We will employ a stratified randomized control trial, where a class is the unit of randomization for the Chimple intervention. The Whatsapp randomization will be at the student level.

Yes

Our sample will include 68 classrooms (34 first- and second-grade classrooms).

Our sample will include 68 classrooms, comprising approximately 2000 students in grades 1 and 2.

34 control classrooms, 34 treated classrooms, half of the students in treated schools high-intensity nudging, and the other half low-intensity nudging.

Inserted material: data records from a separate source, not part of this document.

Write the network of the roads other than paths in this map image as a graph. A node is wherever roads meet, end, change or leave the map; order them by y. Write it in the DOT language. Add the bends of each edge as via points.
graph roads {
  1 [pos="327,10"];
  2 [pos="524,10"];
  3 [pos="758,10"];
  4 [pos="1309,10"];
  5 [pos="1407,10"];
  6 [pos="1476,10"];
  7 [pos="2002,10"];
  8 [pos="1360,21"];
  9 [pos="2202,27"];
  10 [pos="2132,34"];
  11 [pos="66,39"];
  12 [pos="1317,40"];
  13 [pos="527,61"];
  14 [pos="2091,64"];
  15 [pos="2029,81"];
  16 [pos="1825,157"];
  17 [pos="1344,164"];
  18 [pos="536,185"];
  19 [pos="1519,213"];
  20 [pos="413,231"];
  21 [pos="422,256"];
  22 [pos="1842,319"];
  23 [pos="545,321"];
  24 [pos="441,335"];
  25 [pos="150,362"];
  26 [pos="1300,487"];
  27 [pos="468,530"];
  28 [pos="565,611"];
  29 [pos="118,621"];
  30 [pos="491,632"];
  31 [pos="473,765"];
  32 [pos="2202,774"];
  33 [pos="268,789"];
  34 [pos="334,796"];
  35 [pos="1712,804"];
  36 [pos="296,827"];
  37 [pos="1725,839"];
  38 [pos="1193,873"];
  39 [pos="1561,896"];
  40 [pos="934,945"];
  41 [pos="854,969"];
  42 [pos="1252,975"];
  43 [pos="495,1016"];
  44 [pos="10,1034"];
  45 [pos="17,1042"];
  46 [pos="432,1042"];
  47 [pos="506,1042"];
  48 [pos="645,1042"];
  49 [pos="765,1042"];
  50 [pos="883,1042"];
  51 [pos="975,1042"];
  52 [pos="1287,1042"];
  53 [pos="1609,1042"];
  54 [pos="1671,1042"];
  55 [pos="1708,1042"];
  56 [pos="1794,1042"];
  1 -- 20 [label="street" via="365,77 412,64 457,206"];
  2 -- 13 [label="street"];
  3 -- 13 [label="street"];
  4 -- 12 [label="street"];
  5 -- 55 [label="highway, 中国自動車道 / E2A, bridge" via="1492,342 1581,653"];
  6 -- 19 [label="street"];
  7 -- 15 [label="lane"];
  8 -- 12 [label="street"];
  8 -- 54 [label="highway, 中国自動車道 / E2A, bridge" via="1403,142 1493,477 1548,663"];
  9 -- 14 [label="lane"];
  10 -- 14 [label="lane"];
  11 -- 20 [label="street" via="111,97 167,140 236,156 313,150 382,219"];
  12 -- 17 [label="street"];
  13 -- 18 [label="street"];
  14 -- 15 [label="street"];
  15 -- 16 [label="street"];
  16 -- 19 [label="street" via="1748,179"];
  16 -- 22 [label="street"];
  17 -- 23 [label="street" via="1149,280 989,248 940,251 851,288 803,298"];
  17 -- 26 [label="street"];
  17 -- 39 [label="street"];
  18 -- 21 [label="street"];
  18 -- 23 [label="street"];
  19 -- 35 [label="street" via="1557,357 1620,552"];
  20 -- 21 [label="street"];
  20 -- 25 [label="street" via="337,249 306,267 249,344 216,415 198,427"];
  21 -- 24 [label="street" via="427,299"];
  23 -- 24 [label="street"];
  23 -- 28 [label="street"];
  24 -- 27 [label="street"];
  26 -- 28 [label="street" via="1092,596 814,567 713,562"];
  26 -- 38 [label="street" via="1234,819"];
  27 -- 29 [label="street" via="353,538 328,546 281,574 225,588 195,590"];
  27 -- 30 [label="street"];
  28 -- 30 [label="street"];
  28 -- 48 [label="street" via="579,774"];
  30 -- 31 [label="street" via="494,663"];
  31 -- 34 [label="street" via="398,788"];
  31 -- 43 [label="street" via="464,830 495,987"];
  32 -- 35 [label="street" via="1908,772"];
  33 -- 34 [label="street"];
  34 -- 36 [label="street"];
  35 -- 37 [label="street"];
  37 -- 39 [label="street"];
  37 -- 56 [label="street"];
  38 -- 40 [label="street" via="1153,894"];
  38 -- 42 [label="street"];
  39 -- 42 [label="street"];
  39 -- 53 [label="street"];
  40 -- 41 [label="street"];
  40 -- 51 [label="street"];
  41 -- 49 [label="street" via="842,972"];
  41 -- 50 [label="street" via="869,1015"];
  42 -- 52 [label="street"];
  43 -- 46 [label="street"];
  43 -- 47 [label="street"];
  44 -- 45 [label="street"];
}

Using data from past learning assessments conducted by Bharti Foundation and a bootstrapping procedure to account for the within-school randomization, we estimate that the minimal detectable effect (MDE) in the classroom-level randomization ranges from 0.2 to 0.3 SD. That is, we have a reasonable chance (80% power) of statistically detecting a significant difference (5% significance) in test scores between children in treatment classes and children in comparison classes if the true effect of Chimple on test scores is 0.2 - 0.3 SD. An effect of 0.3 SD would be considered a large effect in the education literature; at the same time, the pilot evaluation of Chimple found impacts of approximately 0.5 SD. We used past learning assessments and dashboard data on weekly Chimple engagement (in minutes) to estimate the MDE in the student-level randomization of WhatsApp nudges. It is essential to mention that we used usage information from weeks before we started to nudge families. Different methodologies provide similar estimates. We obtained MDEs in the ranges of 0.14-0.15 SD and 0.19-0.2 SD for test scores and weekly engagement, respectively.